An drei Abenden lasen fünf Autoren und eine Autorin aus der baltischen Republik aus ihren Werken. Vorgestellt wurde eine Literatur, die sich im Umbruch befindet und noch keinen eigenen Weg aus der sowjetischen Kultur heraus gefunden hat.

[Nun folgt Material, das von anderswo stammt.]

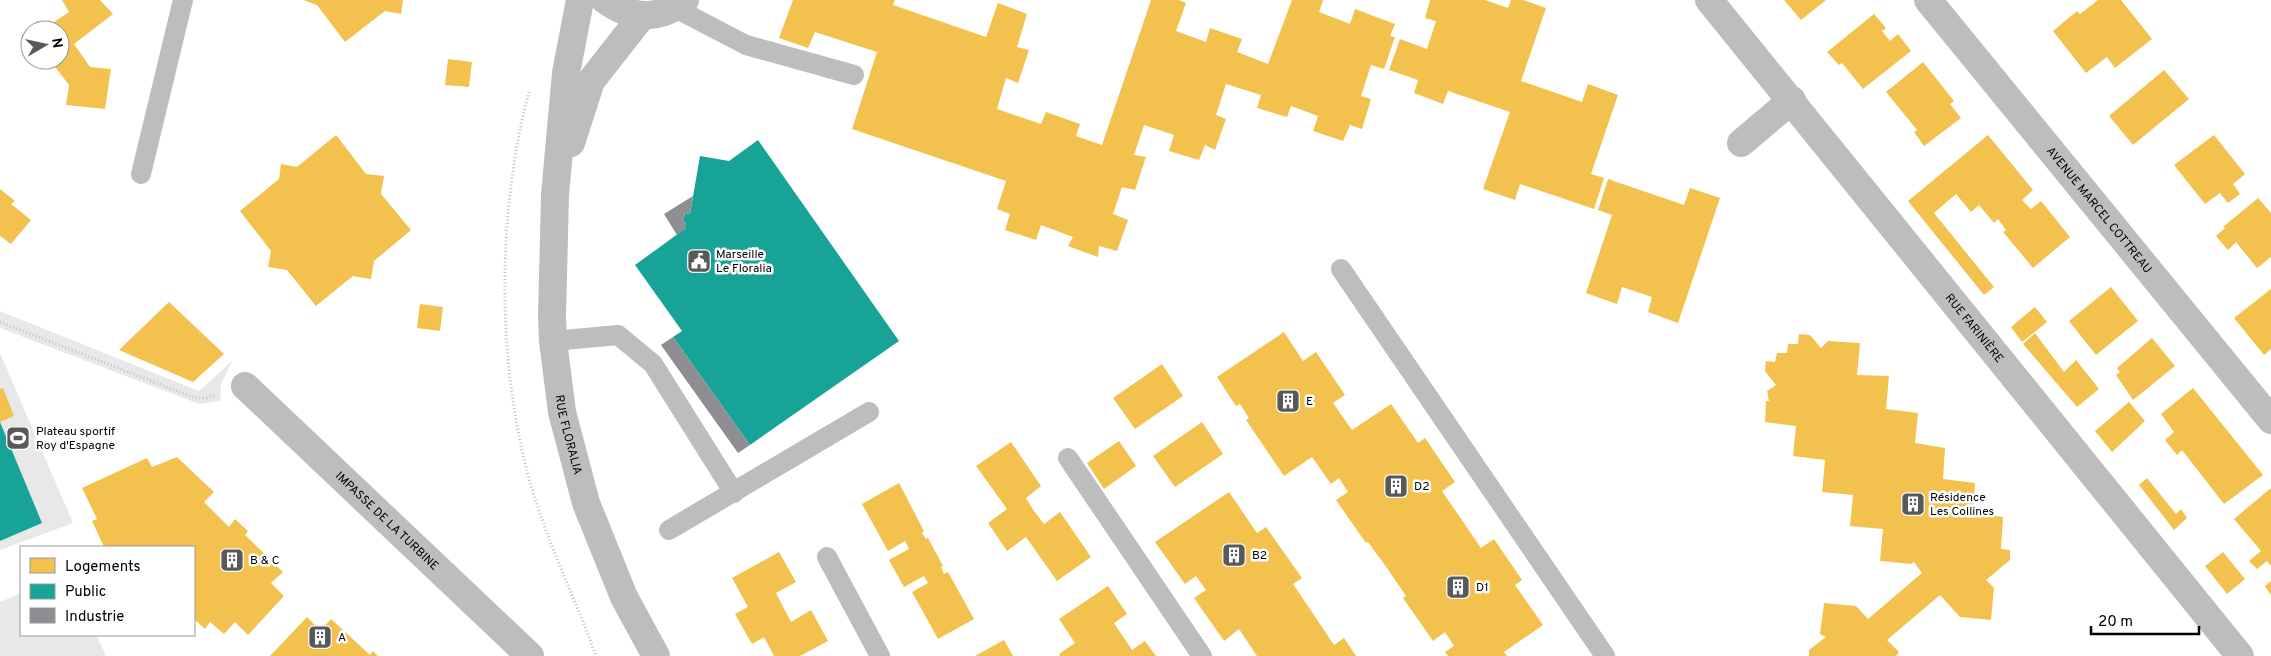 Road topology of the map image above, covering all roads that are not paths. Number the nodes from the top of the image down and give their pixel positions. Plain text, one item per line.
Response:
1 (183, 0) edge
2 (580, 0) edge
3 (605, 0) edge
4 (1709, 0) edge
5 (1928, 0) edge
6 (680, 4) edge
7 (642, 16) junction
8 (854, 75) dead end
9 (1792, 100) junction
10 (1741, 143) dead end
11 (141, 174) dead end
12 (555, 195) junction
13 (1341, 269) dead end
14 (553, 341) junction
15 (245, 386) road end
16 (869, 412) dead end
17 (2271, 420) edge
18 (1068, 458) dead end
19 (734, 493) junction
20 (669, 530) dead end
21 (827, 557) dead end
22 (530, 656) edge
23 (656, 656) edge
24 (880, 656) edge
25 (1202, 656) edge
26 (1605, 656) edge
27 (2240, 656) edge

1 - 11 lane
2 - 12 street, RUE FLORALIA
3 - 7 street
4 - 9 street, RUE FARINIÈRE
5 - 17 street, AVENUE MARCEL COTTREAU
6 - 7 street
6 - 8 lane
7 - 12 street, RUE FLORALIA
9 - 10 street
9 - 27 street, RUE FARINIÈRE
12 - 14 street, RUE FLORALIA
13 - 26 lane
14 - 19 lane
14 - 23 street, RUE FLORALIA
15 - 22 street, IMPASSE DE LA TURBINE
16 - 19 lane
18 - 25 lane
19 - 20 lane
21 - 24 lane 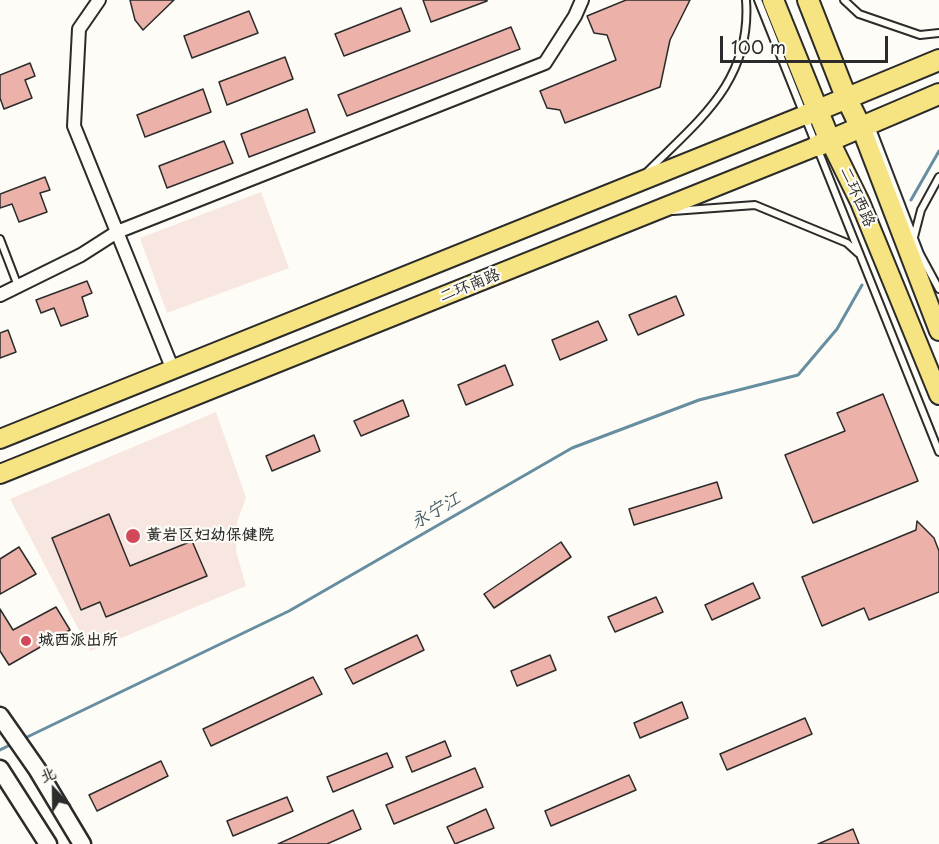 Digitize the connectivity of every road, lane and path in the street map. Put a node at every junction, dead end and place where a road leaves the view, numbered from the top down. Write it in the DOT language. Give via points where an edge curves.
graph roads {
  1 [pos="99,0"];
  2 [pos="582,0"];
  3 [pos="746,0"];
  4 [pos="758,0"];
  5 [pos="773,0"];
  6 [pos="808,0"];
  7 [pos="844,0"];
  8 [pos="939,33"];
  9 [pos="939,60"];
  10 [pos="939,94"];
  11 [pos="846,97"];
  12 [pos="811,112"];
  13 [pos="866,127"];
  14 [pos="824,143"];
  15 [pos="939,177"];
  16 [pos="636,183"];
  17 [pos="652,212"];
  18 [pos="117,232"];
  19 [pos="914,237"];
  20 [pos="0,239"];
  21 [pos="861,255"];
  22 [pos="18,287"];
  23 [pos="939,289"];
  24 [pos="0,295"];
  25 [pos="939,331"];
  26 [pos="172,370"];
  27 [pos="939,395"];
  28 [pos="0,439"];
  29 [pos="939,452"];
  30 [pos="0,474"];
  31 [pos="3,720"];
  32 [pos="0,769"];
  33 [pos="48,844"];
  34 [pos="82,844"];
  1 -- 18 [label="street" via="79,29 74,126"];
  2 -- 18 [label="street" via="545,63"];
  3 -- 16 [label="lane" via="740,61 715,105"];
  4 -- 12 [label="lane"];
  5 -- 12 [label="highway, 二环西路"];
  6 -- 11 [label="highway, 二环西路"];
  7 -- 8 [label="lane" via="859,14 920,35"];
  9 -- 11 [label="highway, 二环南路"];
  10 -- 13 [label="highway, 二环南路"];
  11 -- 12 [label="highway, 二环南路"];
  11 -- 13 [label="highway, 二环西路"];
  12 -- 14 [label="highway, 二环西路"];
  12 -- 16 [label="main road, 二环南路"];
  13 -- 14 [label="highway, 二环南路"];
  13 -- 19 [label="lane"];
  13 -- 25 [label="main road, 二环西路"];
  14 -- 17 [label="main road, 二环南路"];
  14 -- 21 [label="lane"];
  14 -- 27 [label="main road, 二环西路" via="860,202"];
  15 -- 19 [label="lane" via="921,210"];
  16 -- 26 [label="main road, 二环南路"];
  17 -- 21 [label="lane" via="754,205 847,243"];
  17 -- 30 [label="main road, 二环南路"];
  18 -- 22 [label="street"];
  18 -- 26 [label="street"];
  19 -- 23 [label="lane"];
  20 -- 22 [label="lane"];
  21 -- 29 [label="lane"];
  22 -- 24 [label="street"];
  26 -- 28 [label="main road, 二环南路"];
  31 -- 34 [label="main road"];
  32 -- 33 [label="main road"];
}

Die litau. Lit.«, so steht es in Meyers großem Handlexikon des gesamten Wissens (Ausgabe 1974), sei »reich an alter Volksdichtung (Märchen, Sagen und Dainas)«. Aber einiges ist in den letzten 200 Jahren außer Folklore und baltischen Volksmärchen doch noch dazugekommen: Im Anschluß an den »Klassiker« Kristijonas Donelaitis (1714-80) entwickelte sich im 19. Jahrhundert eine romantische Literatur, durch die das litauische Nationalbewußtsein derart aufblühte, daß der russische Zar ein Verbot erließ, Bücher in lateinischen Lettern zu drucken. Trotzdem überlebte die litauische Romantik, und auch als nach der Jahrhundertwende der Symbolismus und später der Futurismus in Litauen aufkamen, dachte sie nicht daran, abzutreten. Die verschiedenen Strömungen lebten eigentlich friedlich nebeneinander, erlebten nach dem Ersten Weltkrieg die Unabhängigkeit Litauens und wurden während des Zweiten zusammen mit ihr abgeschafft. Der sowjetischen Okkupation 1940 im Zuge des Hitler-Stalin- Pakts folgte dann auch in Litauen die Aufspaltung der Kultur in die Sphäre der Emigration, die offizielle Sphäre und, nach Stalins Tod, die Dissidentenkultur.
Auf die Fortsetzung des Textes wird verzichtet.